Saved entries
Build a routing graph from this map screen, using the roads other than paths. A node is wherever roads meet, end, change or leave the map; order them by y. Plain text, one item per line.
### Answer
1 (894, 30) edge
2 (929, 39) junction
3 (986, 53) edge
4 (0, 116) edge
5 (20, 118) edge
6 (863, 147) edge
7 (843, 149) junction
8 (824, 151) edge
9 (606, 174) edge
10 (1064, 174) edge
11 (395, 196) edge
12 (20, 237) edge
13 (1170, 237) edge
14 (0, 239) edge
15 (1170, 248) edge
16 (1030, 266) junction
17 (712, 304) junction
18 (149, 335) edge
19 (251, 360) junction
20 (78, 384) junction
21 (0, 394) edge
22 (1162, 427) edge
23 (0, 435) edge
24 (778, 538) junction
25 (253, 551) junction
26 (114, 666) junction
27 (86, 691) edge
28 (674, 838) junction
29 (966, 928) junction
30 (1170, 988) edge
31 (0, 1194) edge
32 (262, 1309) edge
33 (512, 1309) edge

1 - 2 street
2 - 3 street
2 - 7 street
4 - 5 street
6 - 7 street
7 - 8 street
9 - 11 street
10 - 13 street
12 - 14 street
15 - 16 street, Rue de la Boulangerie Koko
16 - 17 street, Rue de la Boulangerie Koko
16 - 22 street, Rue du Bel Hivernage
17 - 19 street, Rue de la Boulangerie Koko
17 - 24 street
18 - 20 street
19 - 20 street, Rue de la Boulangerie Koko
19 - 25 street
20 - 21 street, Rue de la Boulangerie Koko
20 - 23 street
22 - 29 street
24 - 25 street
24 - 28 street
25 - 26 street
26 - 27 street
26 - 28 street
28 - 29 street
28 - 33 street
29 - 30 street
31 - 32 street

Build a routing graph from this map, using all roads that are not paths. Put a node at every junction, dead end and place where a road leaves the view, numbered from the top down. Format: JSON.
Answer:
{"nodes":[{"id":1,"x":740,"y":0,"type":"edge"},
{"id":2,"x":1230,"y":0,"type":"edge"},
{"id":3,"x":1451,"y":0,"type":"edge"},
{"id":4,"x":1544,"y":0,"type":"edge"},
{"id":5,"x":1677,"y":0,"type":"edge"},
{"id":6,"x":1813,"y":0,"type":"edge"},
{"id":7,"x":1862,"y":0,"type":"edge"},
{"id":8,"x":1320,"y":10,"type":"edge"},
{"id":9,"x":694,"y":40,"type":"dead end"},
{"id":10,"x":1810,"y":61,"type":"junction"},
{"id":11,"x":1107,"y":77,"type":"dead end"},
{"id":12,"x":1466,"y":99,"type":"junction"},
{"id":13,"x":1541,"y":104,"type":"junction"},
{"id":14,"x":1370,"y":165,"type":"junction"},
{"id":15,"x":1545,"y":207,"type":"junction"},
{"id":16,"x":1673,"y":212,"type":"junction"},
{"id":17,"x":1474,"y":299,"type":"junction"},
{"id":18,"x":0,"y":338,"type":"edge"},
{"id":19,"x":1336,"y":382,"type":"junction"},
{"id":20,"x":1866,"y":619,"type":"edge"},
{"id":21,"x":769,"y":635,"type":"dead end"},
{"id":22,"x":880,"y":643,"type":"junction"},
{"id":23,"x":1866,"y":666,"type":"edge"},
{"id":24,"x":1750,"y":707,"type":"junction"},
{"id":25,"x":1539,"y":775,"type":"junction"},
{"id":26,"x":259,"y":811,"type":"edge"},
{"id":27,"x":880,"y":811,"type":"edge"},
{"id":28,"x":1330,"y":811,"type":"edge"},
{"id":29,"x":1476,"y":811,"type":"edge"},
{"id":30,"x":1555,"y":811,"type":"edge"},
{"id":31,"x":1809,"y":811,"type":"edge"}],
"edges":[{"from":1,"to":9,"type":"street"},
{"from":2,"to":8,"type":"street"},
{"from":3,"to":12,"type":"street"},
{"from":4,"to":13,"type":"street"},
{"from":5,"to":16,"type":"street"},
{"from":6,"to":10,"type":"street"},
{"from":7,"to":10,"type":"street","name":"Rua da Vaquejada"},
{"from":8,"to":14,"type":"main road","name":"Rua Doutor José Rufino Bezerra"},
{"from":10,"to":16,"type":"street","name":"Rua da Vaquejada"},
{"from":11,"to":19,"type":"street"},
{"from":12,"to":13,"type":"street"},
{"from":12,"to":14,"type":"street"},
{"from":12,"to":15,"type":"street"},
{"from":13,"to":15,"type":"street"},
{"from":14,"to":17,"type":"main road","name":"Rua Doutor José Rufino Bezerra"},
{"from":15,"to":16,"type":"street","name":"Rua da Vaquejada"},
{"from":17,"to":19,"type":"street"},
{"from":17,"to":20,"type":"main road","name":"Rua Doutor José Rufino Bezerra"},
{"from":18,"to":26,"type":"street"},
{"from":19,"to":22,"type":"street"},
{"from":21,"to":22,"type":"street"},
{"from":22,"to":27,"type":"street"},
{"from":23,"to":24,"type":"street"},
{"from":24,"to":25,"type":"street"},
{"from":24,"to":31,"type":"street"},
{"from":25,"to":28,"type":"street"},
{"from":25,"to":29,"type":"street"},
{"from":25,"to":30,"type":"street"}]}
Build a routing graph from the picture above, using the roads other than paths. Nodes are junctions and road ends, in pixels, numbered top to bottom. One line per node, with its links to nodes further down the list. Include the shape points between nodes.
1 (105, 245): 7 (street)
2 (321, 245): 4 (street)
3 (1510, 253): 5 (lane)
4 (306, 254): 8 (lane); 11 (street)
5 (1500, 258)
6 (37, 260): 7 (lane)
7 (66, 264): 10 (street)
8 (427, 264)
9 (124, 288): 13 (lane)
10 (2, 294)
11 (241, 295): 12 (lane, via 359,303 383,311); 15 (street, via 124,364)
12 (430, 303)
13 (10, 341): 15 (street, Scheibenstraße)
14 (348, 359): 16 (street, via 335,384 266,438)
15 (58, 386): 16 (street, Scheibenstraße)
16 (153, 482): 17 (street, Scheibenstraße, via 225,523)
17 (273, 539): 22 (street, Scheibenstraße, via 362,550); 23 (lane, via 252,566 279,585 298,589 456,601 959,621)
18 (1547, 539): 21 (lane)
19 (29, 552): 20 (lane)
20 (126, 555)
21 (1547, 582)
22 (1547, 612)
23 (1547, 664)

* [Aim of the exercise] Among the records, find the lines that contain "roads" and copy each of them.

* [Response area]
Build a routing graph from this map screen, using the roads other than paths. A node is wherever roads meet, end, change or leave the map; order them by y. Plain text, one item per line.
Build a routing graph from this map, using all roads that are not paths. Put a node at every junction, dead end and place where a road leaves the view, numbered from the top down. Format: JSON.
Build a routing graph from the picture above, using the roads other than paths. Nodes are junctions and road ends, in pixels, numbered top to bottom. One line per node, with its links to nodes further down the list. Include the shape points between nodes.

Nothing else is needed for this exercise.